だが、俺はそれを生かして養蜂家になる事にした。実家をリフォームし、いろんなミツバチを住まわせたのだ。そのころになると蜂たちは俺のいう事を素直に聞いてくれるくらいにはなっており、俺も自分の特異性を受け入れる事が出来ていた。幼少期には蜂人間と気味悪がられて友達なんて出来なかったからな。
だが、養蜂家として俺は大成功を収める事が出来た。何しろミツバチ達は一番うまい蜜をくれるのだ。更にオオスズメバチは俺が言えば絶対にミツバチを襲わず、護衛のようにミツバチを狙う虫たちを追い払ってくれる。幼少期からある巣はかなりのでかさになって今も健在で一部がミツバチの巣とつながっている。俺以外の誰が見ても異常な光景だが俺にとっては見慣れた風景だ。

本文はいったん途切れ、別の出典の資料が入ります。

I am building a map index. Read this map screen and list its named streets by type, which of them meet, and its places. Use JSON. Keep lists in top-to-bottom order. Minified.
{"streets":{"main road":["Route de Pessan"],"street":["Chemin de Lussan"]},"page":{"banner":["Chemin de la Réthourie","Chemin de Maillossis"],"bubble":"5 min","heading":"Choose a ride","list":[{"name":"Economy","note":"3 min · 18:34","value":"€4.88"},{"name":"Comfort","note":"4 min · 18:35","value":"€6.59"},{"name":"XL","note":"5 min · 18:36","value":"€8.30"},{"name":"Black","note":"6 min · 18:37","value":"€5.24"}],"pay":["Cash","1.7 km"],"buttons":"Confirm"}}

養蜂家として活動して早10年。今では俺が売る蜂蜜はブランド品にまで上り詰め、注文が殺到する人気商品となっている。たまにテレビ局の取材が入るが流石にこの光景を見せるわけにはいかないので断ってはいるがな。
「今日もいつも通りの日だった」
最近はこの穏やかな生活に物足りなさを感じるくらいには充実した毎日を送っている。本当なら彼女でも見つけて子供を作った方が良いのかもしれないがこんな俺を受け入れてくれるかは怪しいし、何より下手に広まって解剖行きとかはごめんだ。ならば一生独身貴族でいる方が自分の為になるだろう。
「……ああ、だけどどうせなら一度は恋愛をしてみたかったなぁ」
俺はそんなことを呟きながら眠りにつくのだった。